21st February, 2020
Dr. Ahmad Usman is a faculty member of Electrical and Computer Engineering (ECE) at Habib University. The recipient of US Fullbright Scholarship, Dr. Usman completed his Masters in Electrical and Mechanical Engineering and Ph.D. in ECE through Georgia Institute of Technology. His doctoral work covers a variety of interdisciplinary fields including integration of functional proteomics, microfluids, nanofabrication, surface chemistry, and nano-optics for the realization of a novel lab-on-a-chip platform. Interestingly, the Professor is also passionate about photography and cooking.
Dr. Usman’s lecture was a marvel to behold as he spoke about the possibility of converting smartphones to fluorescence microscopes and thereby enabling phones to be used for detection of infectious diseases. Clinical diagnostics involve the inefficiencies of not being accessible at all times and not giving quick results. Laboratory tests take quite some time, requiring specialised equipment, dedicated facilities and trained staff, all of which mandates costly resources that pose a greater problem for developing countries. The diagnostics process can be made smoother and more efficient through Point of Care (POC) devices such as blood sugar and blood pressure meters, that can be conveniently used at home for quick results. The speaker emphasised how POCs and smart devices in addition to being cost effective, also pack the advantages of being easy to use, portable and providing connectivity.

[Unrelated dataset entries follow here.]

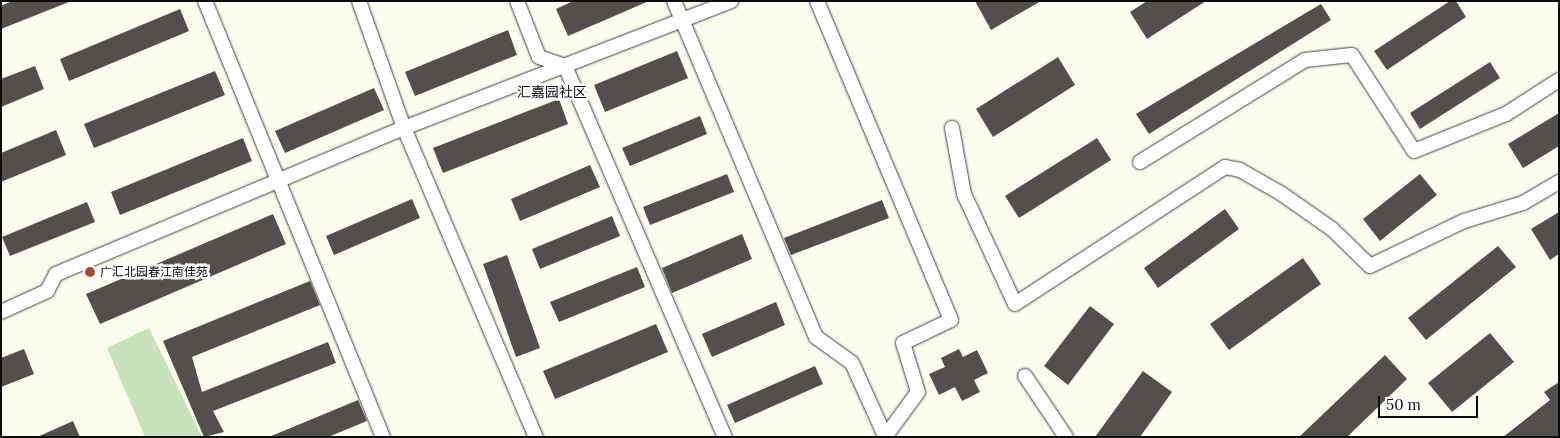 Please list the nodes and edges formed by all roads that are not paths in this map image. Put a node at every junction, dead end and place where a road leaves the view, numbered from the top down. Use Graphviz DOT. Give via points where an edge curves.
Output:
graph roads {
  1 [pos="204,1"];
  2 [pos="359,1"];
  3 [pos="517,1"];
  4 [pos="674,1"];
  5 [pos="731,1"];
  6 [pos="817,1"];
  7 [pos="682,20"];
  8 [pos="565,66"];
  9 [pos="1559,80"];
  10 [pos="404,128"];
  11 [pos="952,128"];
  12 [pos="1140,162"];
  13 [pos="281,182"];
  14 [pos="1559,182"];
  15 [pos="1,312"];
  16 [pos="1025,376"];
  17 [pos="885,436"];
  18 [pos="383,437"];
  19 [pos="536,437"];
  20 [pos="725,437"];
  21 [pos="1066,437"];
  1 -- 13 [label="street"];
  2 -- 10 [label="street"];
  3 -- 8 [label="street" via="539,57"];
  4 -- 7 [label="street"];
  5 -- 7 [label="street"];
  6 -- 17 [label="street" via="951,320 903,343 918,392"];
  7 -- 8 [label="street"];
  7 -- 17 [label="street" via="816,337 852,363"];
  8 -- 10 [label="street"];
  8 -- 20 [label="street"];
  9 -- 12 [label="street" via="1506,114 1414,151 1352,55 1305,60"];
  10 -- 13 [label="street"];
  10 -- 19 [label="street"];
  11 -- 14 [label="street" via="964,194 1015,304 1225,167 1240,170 1282,194 1332,229 1370,266 1464,221 1523,203"];
  13 -- 15 [label="street" via="56,274 47,291"];
  13 -- 18 [label="street" via="309,264"];
  16 -- 21 [label="street"];
}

To demonstrate his point, Dr. Usman presented how a smart phone can be converted into a microscope that can be used to test red blood cell concentration. A step by step guide on how to build your own fluorescence microscope attachable to a smart phone, using a torch, fluorescence filter, micro zoom lenses, tripod, wireless clicker and a DSLR camera application proved the constructible device easily attainable. With the help of the microscope, it became possible to use the phone to test blood hemoglobin, platelets, red blood cell levels and more, whenever or wherever required.
Dr. Usman brought along his own converted device for the audience. During his demonstration, he also highlighted the built-in capabilities already existing within daily use smart devices like smart phones. From thermometers, motion and light sensors to health monitors, the advanced technology of smart devices hold immense potential for enabling easy and accessible means of diagnostics. Focusing on the development of such diagnostic devices as well as incorporating more advanced systems into smart devices appears a desirable direction for the health technology industry.